As one who hails from the ‘Powai Valley’ ecosystem – start-ups founded by and funded and mentored by those who have passed out of IIT-Bombay – Zishaan Hayath is understandably upset about the bad press that two start-ups from the area recently got.

He himself is an alumnus of IIT-Bombay, whose campus is in Powai, and the venture he has founded, Toppr.com, an online subject learning platform, is located out of there.

Ask him about the impact on the ecosystem because of the bad press that the two start-ups – Housing.com and TinyOwl – got recently, Zishaan says there has been an impact. The aim, he says, should be to build sustainable companies and the path to building great companies is not fast; it is slow, tough and there is a lot of hard work involved.

Good press & bad press

“You can’t build billion dollar companies in one or two years. Value creation is not going to come easily,” he says and adds emphatically, “Whenever you find that there is a short way to get there, be sure that there is going to be a fall.” He adds that if something gets too much of good press, there is bound to be a reasonable amount of bad coverage too. This is what happened in the case of Housing. “Housing shouldn’t have got that much good press and then shouldn’t have got the bad press it got.” In some ways, he says, the press unnecessarily hyped it up and brought it down.

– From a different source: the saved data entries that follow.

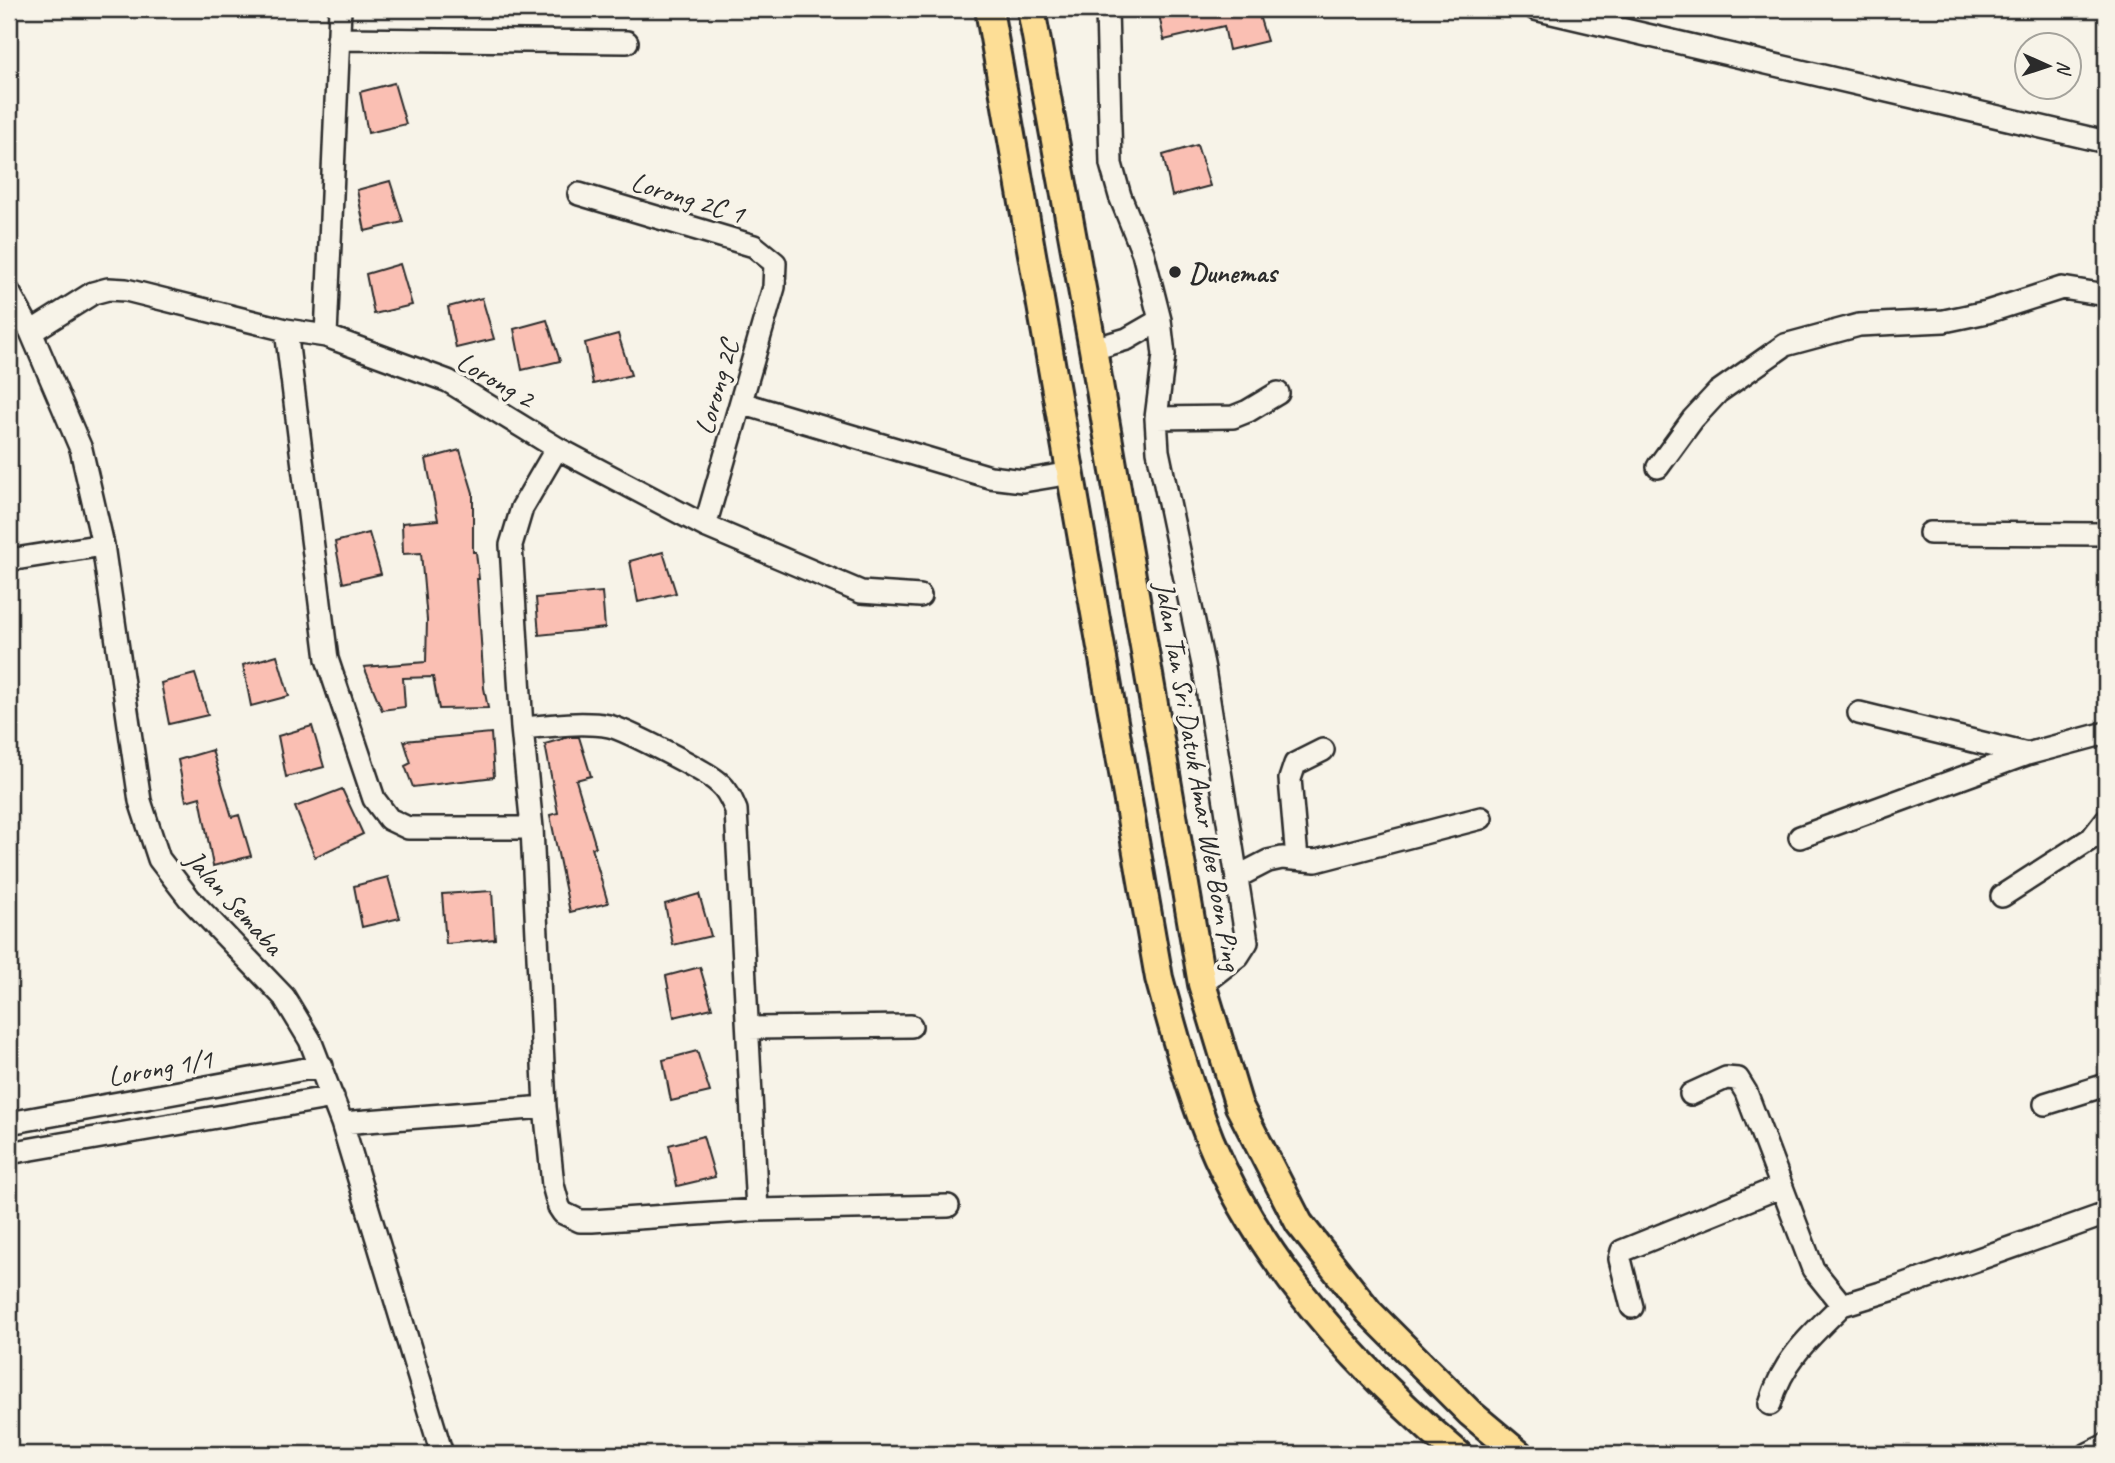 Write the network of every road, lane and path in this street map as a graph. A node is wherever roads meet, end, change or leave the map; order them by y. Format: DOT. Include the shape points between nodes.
graph roads {
  1 [pos="340,9"];
  2 [pos="989,9"];
  3 [pos="1031,9"];
  4 [pos="1107,9"];
  5 [pos="1535,9"];
  6 [pos="338,39"];
  7 [pos="627,42"];
  8 [pos="2106,142"];
  9 [pos="579,194"];
  10 [pos="775,263"];
  11 [pos="9,292"];
  12 [pos="2106,295"];
  13 [pos="1160,320"];
  14 [pos="286,330"];
  15 [pos="31,332"];
  16 [pos="326,336"];
  17 [pos="1093,349"];
  18 [pos="1278,393"];
  19 [pos="741,403"];
  20 [pos="1156,418"];
  21 [pos="557,448"];
  22 [pos="1658,467"];
  23 [pos="1072,473"];
  24 [pos="705,526"];
  25 [pos="1930,533"];
  26 [pos="2106,534"];
  27 [pos="103,545"];
  28 [pos="9,560"];
  29 [pos="920,596"];
  30 [pos="1859,713"];
  31 [pos="522,728"];
  32 [pos="2106,733"];
  33 [pos="1323,750"];
  34 [pos="2027,754"];
  35 [pos="1482,818"];
  36 [pos="2106,820"];
  37 [pos="532,828"];
  38 [pos="1800,837"];
  39 [pos="1297,859"];
  40 [pos="1237,877"];
  41 [pos="2002,896"];
  42 [pos="1202,984"];
  43 [pos="911,1026"];
  44 [pos="748,1028"];
  45 [pos="321,1066"];
  46 [pos="2106,1085"];
  47 [pos="1691,1094"];
  48 [pos="333,1097"];
  49 [pos="2045,1104"];
  50 [pos="545,1107"];
  51 [pos="9,1123"];
  52 [pos="342,1123"];
  53 [pos="9,1153"];
  54 [pos="1780,1187"];
  55 [pos="948,1206"];
  56 [pos="757,1210"];
  57 [pos="2106,1214"];
  58 [pos="1842,1305"];
  59 [pos="1632,1307"];
  60 [pos="1770,1404"];
  61 [pos="2106,1445"];
  62 [pos="442,1454"];
  63 [pos="1458,1454"];
  64 [pos="1519,1454"];
  65 [pos="2088,1454"];
  1 -- 6 [label="street"];
  2 -- 23 [label="main road"];
  3 -- 17 [label="main road, Jalan Tan Sri Datuk Amar Wee Boon Ping"];
  4 -- 13 [label="street" via="1111,164 1143,253"];
  5 -- 8 [label="street"];
  6 -- 7 [label="street"];
  6 -- 16 [label="street"];
  9 -- 10 [label="street, Lorong 2C 1" via="754,246"];
  10 -- 19 [label="street, Lorong 2C" via="774,287"];
  11 -- 15 [label="street, Jalan Semaba"];
  12 -- 22 [label="street" via="2062,288 1944,321 1859,324 1785,345 1718,392"];
  13 -- 17 [label="street" via="1127,340"];
  13 -- 20 [label="street" via="1164,355"];
  14 -- 15 [label="street, Lorong 2" via="108,289 93,293"];
  14 -- 16 [label="street, Lorong 2"];
  14 -- 37 [label="street" via="327,659 374,799 389,818 408,828"];
  15 -- 27 [label="street, Jalan Semaba" via="81,449"];
  16 -- 21 [label="street, Lorong 2" via="448,381"];
  17 -- 42 [label="main road, Jalan Tan Sri Datuk Amar Wee Boon Ping"];
  18 -- 20 [label="street" via="1233,417"];
  19 -- 23 [label="street" via="990,477 1023,481"];
  19 -- 24 [label="street, Lorong 2C"];
  20 -- 40 [label="street" via="1158,451 1203,669"];
  21 -- 24 [label="street, Lorong 2"];
  21 -- 31 [label="street" via="522,508 510,545"];
  23 -- 63 [label="main road" via="1159,978 1185,1074 1211,1142 1273,1255 1316,1311 1408,1411"];
  24 -- 29 [label="street, Lorong 2" via="860,592"];
  25 -- 26 [label="street"];
  27 -- 28 [label="street"];
  27 -- 45 [label="street, Jalan Semaba" via="140,801 159,859 189,898 284,997"];
  30 -- 34 [label="street"];
  31 -- 37 [label="street"];
  31 -- 44 [label="street" via="611,726 719,782 730,796 736,810"];
  32 -- 34 [label="street"];
  33 -- 39 [label="street" via="1295,764 1290,779"];
  34 -- 38 [label="street"];
  35 -- 39 [label="street" via="1316,861"];
  36 -- 41 [label="street" via="2092,838"];
  37 -- 50 [label="street"];
  39 -- 40 [label="street" via="1268,861"];
  40 -- 42 [label="street" via="1247,942 1238,956"];
  42 -- 64 [label="main road, Jalan Tan Sri Datuk Amar Wee Boon Ping" via="1239,1106 1299,1223 1369,1312 1470,1413"];
  43 -- 44 [label="street"];
  44 -- 56 [label="street"];
  45 -- 48 [label="street, Jalan Semaba"];
  45 -- 51 [label="street, Lorong 1/1"];
  46 -- 49 [label="street"];
  47 -- 54 [label="street" via="1726,1078 1738,1079"];
  48 -- 52 [label="street, Jalan Semaba"];
  48 -- 53 [label="street"];
  50 -- 52 [label="street"];
  50 -- 56 [label="street" via="553,1185 559,1206 570,1218 592,1221"];
  52 -- 62 [label="street, Jalan Semaba"];
  54 -- 58 [label="street" via="1814,1269"];
  54 -- 59 [label="street" via="1622,1251"];
  55 -- 56 [label="street"];
  57 -- 58 [label="street"];
  58 -- 60 [label="street" via="1800,1347 1777,1381"];
  61 -- 65 [label="street"];
}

He argues further that there are a lot of companies doing great work, they are close to profitability and have free cash flows. Yet nobody knows about them. Then there are companies that raise lot of funding and they are in the press, he points out.

But, according to him, India needs a lot more tech start-ups to solve the kind of problems it has.

Zishaan is not just an entrepreneur. Toppr is his second venture; the first was Chaupati Bazaar, an early entrant in the phone commerce space, which he sold within two years to the Future group. He is also an angel investor, having founded Powai Lake Ventures, which makes angel investments in start-ups that come up in the Powai Valley. He is also an active mentor to start-ups that come out of IIT-Bombay.

Powai Lake Ventures, according to him, is an angel group. It is more like friends from college who have come together to write initial cheques for start-ups. “It is mostly companies started by juniors from college that we fund; we write the first cheque,” he says. The typical cheque size will be $100,000-300,000 (₹65 lakh to ₹2 crore). Whenever a start-up comes up for funding, a group of 20 of them get together and write small individual cheques. They invest mostly in tech start-ups, especially in consumer internet and B2B SaaS, which together make up about 80 per cent of their angel investment. Through the umbrella of Powai Lake Ventures, Zishaan and others have invested in 34 start-ups and at least a dozen of them have gone on to raise follow-on funding, the most notable of which is Ola.

Toppr, a subject learning platform for middle- and high-school students, has about a million registered students and helps them prepare for their school board examinations and competitive exams in mathematics, physics, chemistry and biology.

Toppr, according to Zishaan, has built a learning app that the users can access on their own whenever they want, to supplement their classroom learning. It has a total of 59 courses built by an academic team. While signing up, users will have to mention which stream they are studying in and which competitive exam they want to prepare for and the lessons will be tailored for them accordingly.

According to him, nearly 55 per cent of the million registered users are in non-metros. About 60-65 per cent of the platform is open and free for use for everybody. To unlock the entire platform, users will have to pay. “About 5-6 per cent of our users upgrade to paid users. For each subscriber, it is about ₹6,000 a year,” he says.

Next challenge

Toppr raised $10 million from venture capital firms in April 2015, which is being used for improving technology and content. This money will keep it going for a couple of more years, according to Zishaan. The next challenge, he says, is to reach the five-million users figure, for which Toppr will have to strengthen its marketing and distribution. He is confident that Toppr will stay ahead of competition.

“The model can be copied but to get where we are, it will take some time, maybe two years. But if you get there in two years, we will be ahead by another two years,” he asserts and adds, “it is not easy to copy innovation.” As long as you keep innovating, as long as you keep building new stuff.